Viele Unverpackt-Geschäfte schließen, es gibt aber auch Neueröffnungen. Zum Beispiel hier in Stuttgart-Plieningen in diesem Jahr. Foto: Torsten Schöll

Unverpackt-Läden stehen für nachhaltiges Einkaufen. 2019 rannten die Kunden ihnen die Geschäfte ein, heute schließt ein Laden nach dem anderen. Haben sie etwas falsch gemacht? Und haben sie noch eine Chance?

Aus Fridi wird hoffentlich Fredi. Der Unverpackt-Laden in Tübingen will aber nicht nur seinen Namen ändern, sondern auch sein Konzept. Weil es nicht mehr anders geht. „Man kann es sonst nicht mehr tragen“, sagt Izabela Szafranska, sie leitet den Laden, den es seit 2020 gibt. Das finanzielle Risiko sei zu hoch, deshalb wollen sie jetzt ihr Geschäftsmodell anpassen, um es vielleicht doch noch in die Zukunft zu retten. Und die ist momentan recht düster.

Vor zwei, drei Jahren schossen die Unverpackt-Läden aus dem Boden. Nachdem der offiziell Erste im Jahr 2014 in Kiel eröffnet hatte, folgten weitere. Das Konzept passte zum Zeitgeist, Plastikvermeidung war en vogue, und die Läden, in denen man Reis und Müsli in mitgebrachte Gefäße rieseln lassen kann, kamen mit dem Nachfüllen kaum hinterher. Jetzt, im Jahr 2022, hagelt es wieder Nachrichten aus der Branche, allerdings geht es diesmal oft um das Ende von Träumen. Zuletzt traf es beispielsweise Tante M. in Stuttgart-Sillenbuch. Am 25. November war Schluss.

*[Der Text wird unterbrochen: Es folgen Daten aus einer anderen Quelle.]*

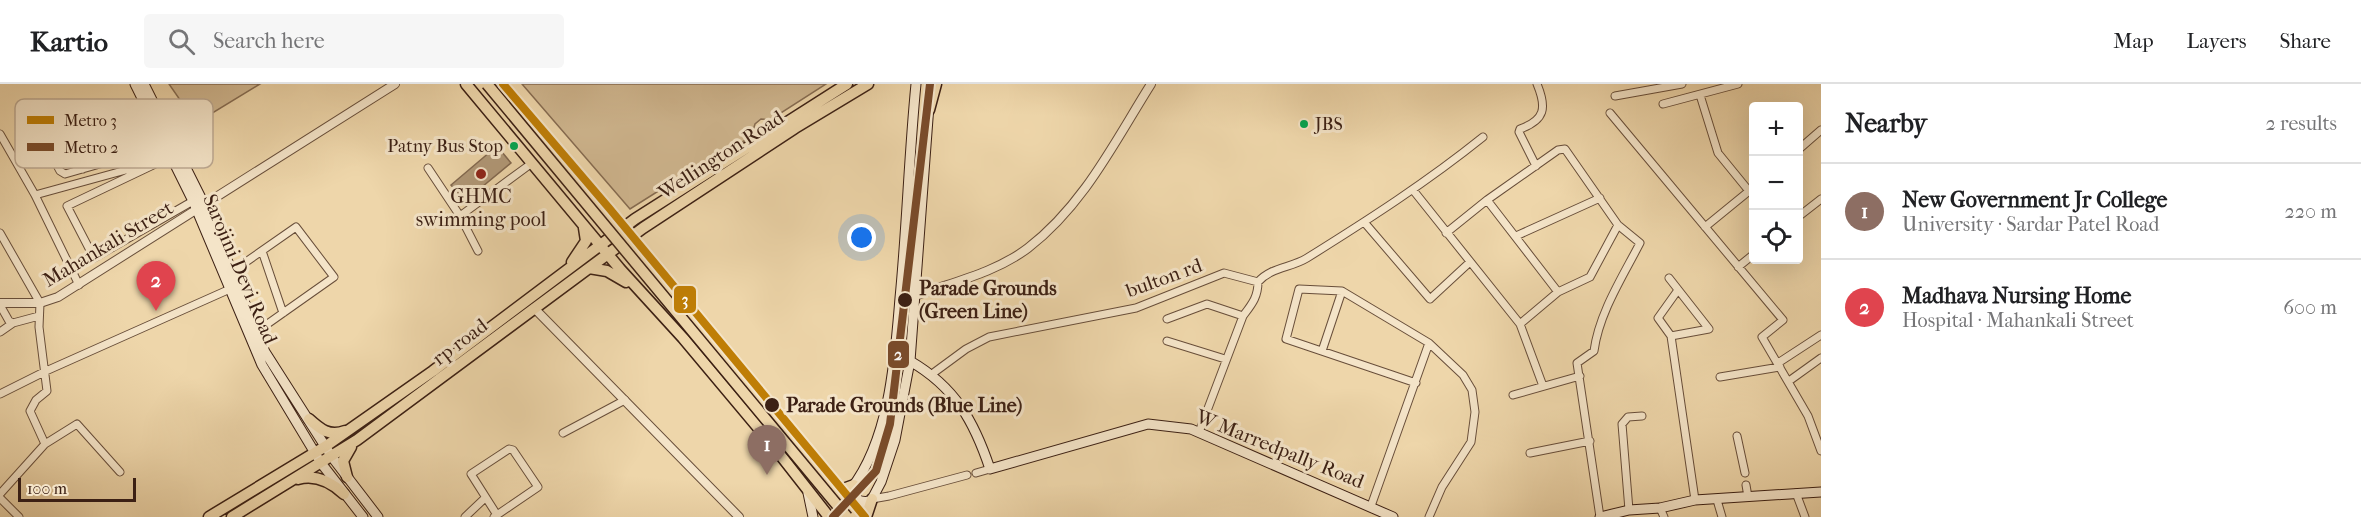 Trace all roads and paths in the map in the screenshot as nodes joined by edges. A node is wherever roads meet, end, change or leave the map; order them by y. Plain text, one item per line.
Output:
1 (135, 84) edge
2 (144, 84) edge
3 (395, 84) edge
4 (466, 84) edge
5 (479, 84) edge
6 (487, 84) edge
7 (497, 84) edge
8 (847, 84) edge
9 (868, 84) edge
10 (916, 84) edge
11 (931, 84) edge
12 (936, 84) edge
13 (1152, 84) edge
14 (1537, 84) edge
15 (1682, 84) edge
16 (1738, 84) edge
17 (1648, 87) edge
18 (1700, 95) junction
19 (1616, 96) dead end
20 (143, 99) edge
21 (151, 99) edge
22 (1663, 104) dead end
23 (929, 110) junction
24 (1610, 113) dead end
25 (1821, 130) edge
26 (0, 134) edge
27 (1483, 137) dead end
28 (1803, 146) edge
29 (558, 159) junction
30 (15, 160) edge
31 (532, 163) junction
32 (1536, 166) junction
33 (20, 168) edge
34 (59, 168) edge
35 (87, 168) edge
36 (142, 168) edge
37 (148, 168) edge
38 (176, 168) edge
39 (181, 168) edge
40 (428, 168) dead end
41 (83, 169) joint
42 (540, 173) junction
43 (1749, 187) edge
44 (1413, 190) junction
45 (1749, 191) edge
46 (35, 195) junction
47 (1600, 198) junction
48 (1821, 199) edge
49 (1486, 200) junction
50 (198, 205) junction
51 (1803, 213) edge
52 (460, 216) junction
53 (1364, 222) junction
54 (582, 224) junction
55 (1618, 225) junction
56 (1705, 227) junction
57 (619, 230) junction
58 (0, 233) edge
59 (1446, 233) junction
60 (1516, 236) junction
61 (627, 240) junction
62 (600, 244) junction
63 (478, 250) dead end
64 (262, 251) junction
65 (608, 254) junction
66 (1749, 258) edge
67 (1470, 262) junction
68 (1738, 267) junction
69 (589, 268) junction
70 (567, 270) junction
71 (232, 271) junction
72 (1669, 278) dead end
73 (1258, 282) junction
74 (78, 285) junction
75 (230, 289) junction
76 (1678, 290) junction
77 (1342, 291) junction
78 (641, 292) junction
79 (1558, 292) junction
80 (915, 296) junction
81 (40, 303) junction
82 (0, 304) edge
83 (534, 308) junction
84 (283, 313) junction
85 (39, 316) junction
86 (1243, 316) junction
87 (1167, 319) dead end
88 (13, 323) junction
89 (1520, 324) junction
90 (0, 332) edge
91 (256, 332) junction
92 (1821, 335) edge
93 (1671, 336) junction
94 (1167, 341) dead end
95 (1429, 343) junction
96 (1322, 351) junction
97 (1821, 358) edge
98 (1225, 359) junction
99 (910, 361) junction
100 (1779, 365) junction
101 (46, 371) junction
102 (742, 374) junction
103 (932, 374) junction
104 (1580, 376) junction
105 (1720, 377) dead end
106 (1789, 381) junction
107 (1416, 383) junction
108 (1543, 386) junction
109 (725, 389) junction
110 (0, 394) edge
111 (1513, 395) dead end
112 (625, 400) junction
113 (1642, 416) dead end
114 (309, 419) junction
115 (350, 429) junction
116 (1199, 432) junction
117 (563, 433) dead end
118 (1737, 436) dead end
119 (357, 440) junction
120 (1590, 441) junction
121 (45, 444) junction
122 (326, 446) junction
123 (1821, 451) edge
124 (315, 453) junction
125 (1530, 453) dead end
126 (332, 457) junction
127 (321, 463) junction
128 (990, 469) junction
129 (120, 472) dead end
130 (976, 473) dead end
131 (1745, 473) dead end
132 (967, 475) dead end
133 (347, 477) junction
134 (292, 481) junction
135 (804, 485) junction
136 (853, 485) junction
137 (1746, 485) dead end
138 (834, 487) junction
139 (1821, 492) edge
140 (1796, 493) junction
141 (344, 494) junction
142 (0, 496) edge
143 (1748, 497) junction
144 (485, 498) junction
145 (814, 498) junction
146 (843, 499) junction
147 (871, 500) junction
148 (1695, 500) junction
149 (1717, 500) junction
150 (1371, 506) junction
151 (1629, 510) junction
152 (1662, 512) edge
153 (495, 516) edge
154 (832, 516) edge
155 (18, 517) edge
156 (209, 517) edge
157 (232, 517) edge
158 (363, 517) edge
159 (378, 517) edge
160 (465, 517) edge
161 (739, 517) edge
162 (813, 517) edge
163 (856, 517) edge
164 (1393, 517) edge
165 (1430, 517) edge
166 (1600, 517) edge
167 (1722, 517) edge
168 (1805, 517) edge

1 - 20 main road, Sarojini Devi Road
2 - 21 main road, Sarojini Devi Road
3 - 50 street, Mahankali Street
4 - 31 main road
5 - 154 main road
6 - 163 main road, bridge
7 - 29 main road
8 - 57 main road, rp road
9 - 61 main road, Wellington Road
10 - 136 main road
11 - 23 main road
12 - 23 main road
13 - 80 street
14 - 32 street
15 - 17 street
16 - 18 street
17 - 19 street
18 - 22 street
18 - 43 street
23 - 80 main road
24 - 56 street
25 - 28 street
26 - 30 street
27 - 44 street
29 - 42 main road
29 - 57 main road
31 - 42 main road
31 - 52 street
32 - 47 street
32 - 49 street
33 - 46 street
34 - 41 street
35 - 41 street
36 - 46 street
37 - 50 street
38 - 50 main road, Sarojini Devi Road
39 - 50 main road, Sarojini Devi Road
40 - 52 street
42 - 54 main road
44 - 53 street
44 - 59 street
45 - 56 street
46 - 74 street
47 - 55 street
47 - 60 street
48 - 51 street
49 - 59 street
49 - 60 street
50 - 71 main road, Sarojini Devi Road
50 - 74 street, Mahankali Street
50 - 75 main road, Sarojini Devi Road
52 - 63 street
53 - 67 street
53 - 73 street
54 - 62 main road
54 - 70 main road
55 - 79 street
55 - 104 street
56 - 68 street
57 - 61 main road
57 - 62 main road, rp road
58 - 81 street
59 - 67 street
60 - 79 street
61 - 65 main road, Wellington Road
61 - 102 main road
62 - 65 main road
62 - 70 main road, rp road
64 - 71 street
64 - 84 street
64 - 84 street
65 - 69 main road, rp road
65 - 78 main road
66 - 68 street
67 - 89 street
68 - 100 street
69 - 78 main road
69 - 83 main road, rp road
70 - 115 main road, rp road
71 - 91 main road, Sarojini Devi Road
72 - 76 street
73 - 86 street
73 - 103 street, bulton rd
74 - 81 street, Mahankali Street
75 - 101 street
75 - 124 main road, Sarojini Devi Road
76 - 93 street
76 - 93 street
77 - 95 street
77 - 96 street
77 - 96 street
78 - 109 main road
79 - 89 street
80 - 99 main road
81 - 82 street, Mahankali Street
81 - 85 street
82 - 88 street
83 - 112 street
83 - 119 main road, rp road
84 - 91 street
85 - 88 street
85 - 101 street
86 - 87 street
86 - 98 street
88 - 90 street
89 - 108 street
91 - 114 main road, Sarojini Devi Road
92 - 100 street
93 - 148 street
94 - 98 street
95 - 107 street
95 - 165 street
96 - 107 street
97 - 106 street
98 - 116 street
99 - 103 main road
99 - 147 main road
100 - 105 street
100 - 106 street
101 - 110 street
101 - 121 street
102 - 109 main road
102 - 138 main road
103 - 128 main road
104 - 108 street
104 - 120 street
106 - 123 street
107 - 150 street
108 - 111 street
109 - 135 main road
112 - 117 street
112 - 161 street
113 - 151 street
114 - 115 main road
114 - 122 main road, Sarojini Devi Road
115 - 122 main road, rp road
116 - 128 main road, W Marredpally Road
116 - 150 main road, W Marredpally Road
118 - 131 street
119 - 126 main road, rp road
119 - 133 main road
120 - 125 street
120 - 166 street
121 - 129 street
121 - 142 street
122 - 124 main road, rp road
122 - 126 main road, Sarojini Devi Road
124 - 127 main road, Sarojini Devi Road
124 - 156 main road, rp road
126 - 127 main road, rp road
126 - 133 main road, Sarojini Devi Road
127 - 134 main road, rp road
127 - 141 main road, Sarojini Devi Road
128 - 130 street, W Marredpally Road
132 - 147 street
133 - 159 main road, Sarojini Devi Road
134 - 141 main road
134 - 157 main road, rp road
135 - 145 main road
135 - 162 main road
136 - 138 main road
136 - 146 main road
136 - 147 main road
137 - 143 street
138 - 145 main road
138 - 146 main road
139 - 140 main road
140 - 143 main road
140 - 168 street
141 - 158 main road, Sarojini Devi Road
142 - 155 street
143 - 149 main road
144 - 153 street
144 - 153 street
144 - 160 street
145 - 154 main road
146 - 154 main road
146 - 163 main road
147 - 163 main road
148 - 149 main road
148 - 152 main road
149 - 167 street
150 - 164 main road, W Marredpally Road
151 - 152 main road
151 - 166 main road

Die Vision begann mit dem ersten Lockdown zu bröckeln

Egal wen man fragt, es herrscht Einigkeit: Hauptschuld an der Misere hat Corona. Die Vision vom verpackungsfreien Einkauf begann bei vielen mit dem ersten Lockdown zu bröckeln. Die aktuelle Inflation gibt der Unverpackt-Branche in vielen Fällen den Rest. Haben die Läden, die vor nicht allzu langer Zeit einen Nerv getroffen haben, überhaupt noch eine Chance?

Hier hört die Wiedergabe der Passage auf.